WORK TO COMPLETE - Scan the lines below and report each one containing "wrist" by copying it.

RECORDS FOR THE EXERCISE -

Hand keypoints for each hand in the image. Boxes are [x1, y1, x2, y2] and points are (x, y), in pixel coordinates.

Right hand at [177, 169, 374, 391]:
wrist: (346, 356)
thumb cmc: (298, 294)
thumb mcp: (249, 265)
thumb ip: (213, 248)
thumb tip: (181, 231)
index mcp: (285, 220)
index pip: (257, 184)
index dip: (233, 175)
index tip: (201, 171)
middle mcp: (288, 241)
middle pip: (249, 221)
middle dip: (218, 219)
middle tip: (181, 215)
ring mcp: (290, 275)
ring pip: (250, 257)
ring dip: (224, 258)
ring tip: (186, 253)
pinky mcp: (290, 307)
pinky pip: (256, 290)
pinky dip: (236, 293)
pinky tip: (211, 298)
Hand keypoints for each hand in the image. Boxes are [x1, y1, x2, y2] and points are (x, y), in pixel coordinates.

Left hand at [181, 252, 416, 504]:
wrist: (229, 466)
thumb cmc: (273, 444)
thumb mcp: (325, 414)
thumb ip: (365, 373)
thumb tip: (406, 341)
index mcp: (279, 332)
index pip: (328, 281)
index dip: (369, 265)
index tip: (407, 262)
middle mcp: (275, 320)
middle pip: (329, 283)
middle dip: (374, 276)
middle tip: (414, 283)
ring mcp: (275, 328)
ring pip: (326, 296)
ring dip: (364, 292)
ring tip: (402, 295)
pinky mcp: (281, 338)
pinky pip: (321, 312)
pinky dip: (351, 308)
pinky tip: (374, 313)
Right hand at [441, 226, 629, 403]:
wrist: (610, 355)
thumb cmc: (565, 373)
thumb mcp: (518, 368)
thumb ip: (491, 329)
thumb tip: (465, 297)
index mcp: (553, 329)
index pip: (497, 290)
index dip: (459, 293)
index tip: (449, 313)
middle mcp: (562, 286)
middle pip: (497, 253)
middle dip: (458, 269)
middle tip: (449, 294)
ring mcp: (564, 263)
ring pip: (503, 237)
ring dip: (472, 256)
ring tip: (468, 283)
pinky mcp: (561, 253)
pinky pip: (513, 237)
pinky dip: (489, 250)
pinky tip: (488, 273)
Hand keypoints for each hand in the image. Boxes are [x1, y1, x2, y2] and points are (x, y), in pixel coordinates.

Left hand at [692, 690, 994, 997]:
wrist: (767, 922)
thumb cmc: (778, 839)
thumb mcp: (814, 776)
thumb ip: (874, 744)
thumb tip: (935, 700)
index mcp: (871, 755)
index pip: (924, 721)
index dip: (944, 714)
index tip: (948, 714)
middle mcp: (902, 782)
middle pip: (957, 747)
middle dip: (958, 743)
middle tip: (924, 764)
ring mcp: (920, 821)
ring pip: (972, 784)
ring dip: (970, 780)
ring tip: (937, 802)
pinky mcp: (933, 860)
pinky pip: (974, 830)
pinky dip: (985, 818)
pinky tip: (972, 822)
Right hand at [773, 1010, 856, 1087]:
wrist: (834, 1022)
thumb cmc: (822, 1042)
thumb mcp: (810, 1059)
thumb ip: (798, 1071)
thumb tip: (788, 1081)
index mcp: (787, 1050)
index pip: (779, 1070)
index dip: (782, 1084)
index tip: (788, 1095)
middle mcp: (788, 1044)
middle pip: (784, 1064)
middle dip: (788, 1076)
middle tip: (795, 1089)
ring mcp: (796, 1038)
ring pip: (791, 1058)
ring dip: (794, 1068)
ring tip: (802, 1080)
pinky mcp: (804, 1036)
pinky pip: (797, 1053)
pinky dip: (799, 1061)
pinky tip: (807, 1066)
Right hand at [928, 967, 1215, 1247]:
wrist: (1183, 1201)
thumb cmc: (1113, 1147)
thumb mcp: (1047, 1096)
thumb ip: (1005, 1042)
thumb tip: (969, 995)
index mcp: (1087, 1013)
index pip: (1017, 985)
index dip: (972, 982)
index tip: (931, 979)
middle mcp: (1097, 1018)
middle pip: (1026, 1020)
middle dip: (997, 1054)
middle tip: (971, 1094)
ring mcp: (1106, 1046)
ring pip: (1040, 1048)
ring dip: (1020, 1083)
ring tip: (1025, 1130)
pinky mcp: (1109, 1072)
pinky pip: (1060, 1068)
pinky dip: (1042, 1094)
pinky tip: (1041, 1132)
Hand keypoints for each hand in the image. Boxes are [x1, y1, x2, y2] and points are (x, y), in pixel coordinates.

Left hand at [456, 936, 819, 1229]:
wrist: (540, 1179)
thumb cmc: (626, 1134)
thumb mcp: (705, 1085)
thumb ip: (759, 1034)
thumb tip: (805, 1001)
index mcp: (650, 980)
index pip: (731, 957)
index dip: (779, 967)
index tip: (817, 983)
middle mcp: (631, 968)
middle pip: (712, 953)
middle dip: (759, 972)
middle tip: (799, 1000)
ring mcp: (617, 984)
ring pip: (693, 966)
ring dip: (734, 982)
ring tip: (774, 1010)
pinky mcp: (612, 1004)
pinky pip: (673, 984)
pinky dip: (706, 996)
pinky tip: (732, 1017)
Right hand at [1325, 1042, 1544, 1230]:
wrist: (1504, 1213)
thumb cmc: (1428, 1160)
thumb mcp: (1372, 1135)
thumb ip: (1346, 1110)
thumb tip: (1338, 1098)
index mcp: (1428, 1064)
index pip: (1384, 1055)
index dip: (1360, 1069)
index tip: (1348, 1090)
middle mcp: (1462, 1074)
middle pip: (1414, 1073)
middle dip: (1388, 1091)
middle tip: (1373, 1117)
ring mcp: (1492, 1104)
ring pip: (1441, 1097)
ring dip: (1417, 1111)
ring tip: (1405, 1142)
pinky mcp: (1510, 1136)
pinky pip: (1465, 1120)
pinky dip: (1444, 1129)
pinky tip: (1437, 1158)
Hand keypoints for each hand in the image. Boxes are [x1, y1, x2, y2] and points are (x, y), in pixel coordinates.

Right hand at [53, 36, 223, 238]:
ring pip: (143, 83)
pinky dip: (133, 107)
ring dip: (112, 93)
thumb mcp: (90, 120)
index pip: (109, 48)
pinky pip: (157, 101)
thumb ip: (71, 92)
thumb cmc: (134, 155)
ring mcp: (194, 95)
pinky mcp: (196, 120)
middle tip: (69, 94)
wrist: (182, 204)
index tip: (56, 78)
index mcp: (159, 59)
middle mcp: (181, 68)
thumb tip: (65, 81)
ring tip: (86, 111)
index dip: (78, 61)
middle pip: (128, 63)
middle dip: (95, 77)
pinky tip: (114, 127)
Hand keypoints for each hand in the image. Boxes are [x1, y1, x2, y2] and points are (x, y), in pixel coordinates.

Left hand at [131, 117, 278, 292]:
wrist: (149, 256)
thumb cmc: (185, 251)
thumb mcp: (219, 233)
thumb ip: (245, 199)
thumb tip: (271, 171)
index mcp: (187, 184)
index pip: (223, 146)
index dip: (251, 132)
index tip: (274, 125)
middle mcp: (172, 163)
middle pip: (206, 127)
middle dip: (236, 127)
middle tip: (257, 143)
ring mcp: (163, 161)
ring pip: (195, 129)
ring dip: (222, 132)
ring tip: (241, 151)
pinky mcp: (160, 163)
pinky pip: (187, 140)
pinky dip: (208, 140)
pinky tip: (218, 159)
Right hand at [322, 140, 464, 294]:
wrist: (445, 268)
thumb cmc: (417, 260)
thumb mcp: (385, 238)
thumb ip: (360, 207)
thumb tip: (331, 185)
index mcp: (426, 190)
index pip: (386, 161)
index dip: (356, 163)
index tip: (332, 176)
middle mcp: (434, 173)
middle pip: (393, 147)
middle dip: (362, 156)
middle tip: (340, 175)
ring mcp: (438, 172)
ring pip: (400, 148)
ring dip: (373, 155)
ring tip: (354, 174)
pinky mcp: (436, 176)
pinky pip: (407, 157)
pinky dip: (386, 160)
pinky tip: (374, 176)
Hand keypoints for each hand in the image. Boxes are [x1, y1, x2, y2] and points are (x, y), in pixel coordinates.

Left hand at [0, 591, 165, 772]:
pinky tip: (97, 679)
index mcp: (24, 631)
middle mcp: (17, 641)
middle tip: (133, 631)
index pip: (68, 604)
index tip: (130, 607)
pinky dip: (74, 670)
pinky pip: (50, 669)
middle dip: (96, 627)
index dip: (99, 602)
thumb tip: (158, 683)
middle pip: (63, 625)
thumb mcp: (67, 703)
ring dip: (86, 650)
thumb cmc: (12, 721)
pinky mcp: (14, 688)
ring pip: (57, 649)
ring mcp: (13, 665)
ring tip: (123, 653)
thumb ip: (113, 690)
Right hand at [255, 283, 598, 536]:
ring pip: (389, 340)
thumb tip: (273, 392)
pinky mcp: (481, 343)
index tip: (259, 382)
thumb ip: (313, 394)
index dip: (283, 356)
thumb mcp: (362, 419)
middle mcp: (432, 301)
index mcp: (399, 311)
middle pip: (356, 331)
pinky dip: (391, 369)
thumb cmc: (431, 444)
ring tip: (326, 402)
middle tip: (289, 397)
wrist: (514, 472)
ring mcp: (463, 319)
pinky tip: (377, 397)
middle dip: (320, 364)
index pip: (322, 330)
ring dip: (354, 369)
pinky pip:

RESPONSE TO THE EXERCISE -
wrist: (346, 356)
wrist: (229, 466)
wrist: (610, 355)
wrist: (767, 922)
wrist: (834, 1022)
wrist: (1183, 1201)
wrist: (540, 1179)
wrist: (1504, 1213)
wrist: (182, 204)
wrist: (149, 256)
wrist: (445, 268)
wrist: (514, 472)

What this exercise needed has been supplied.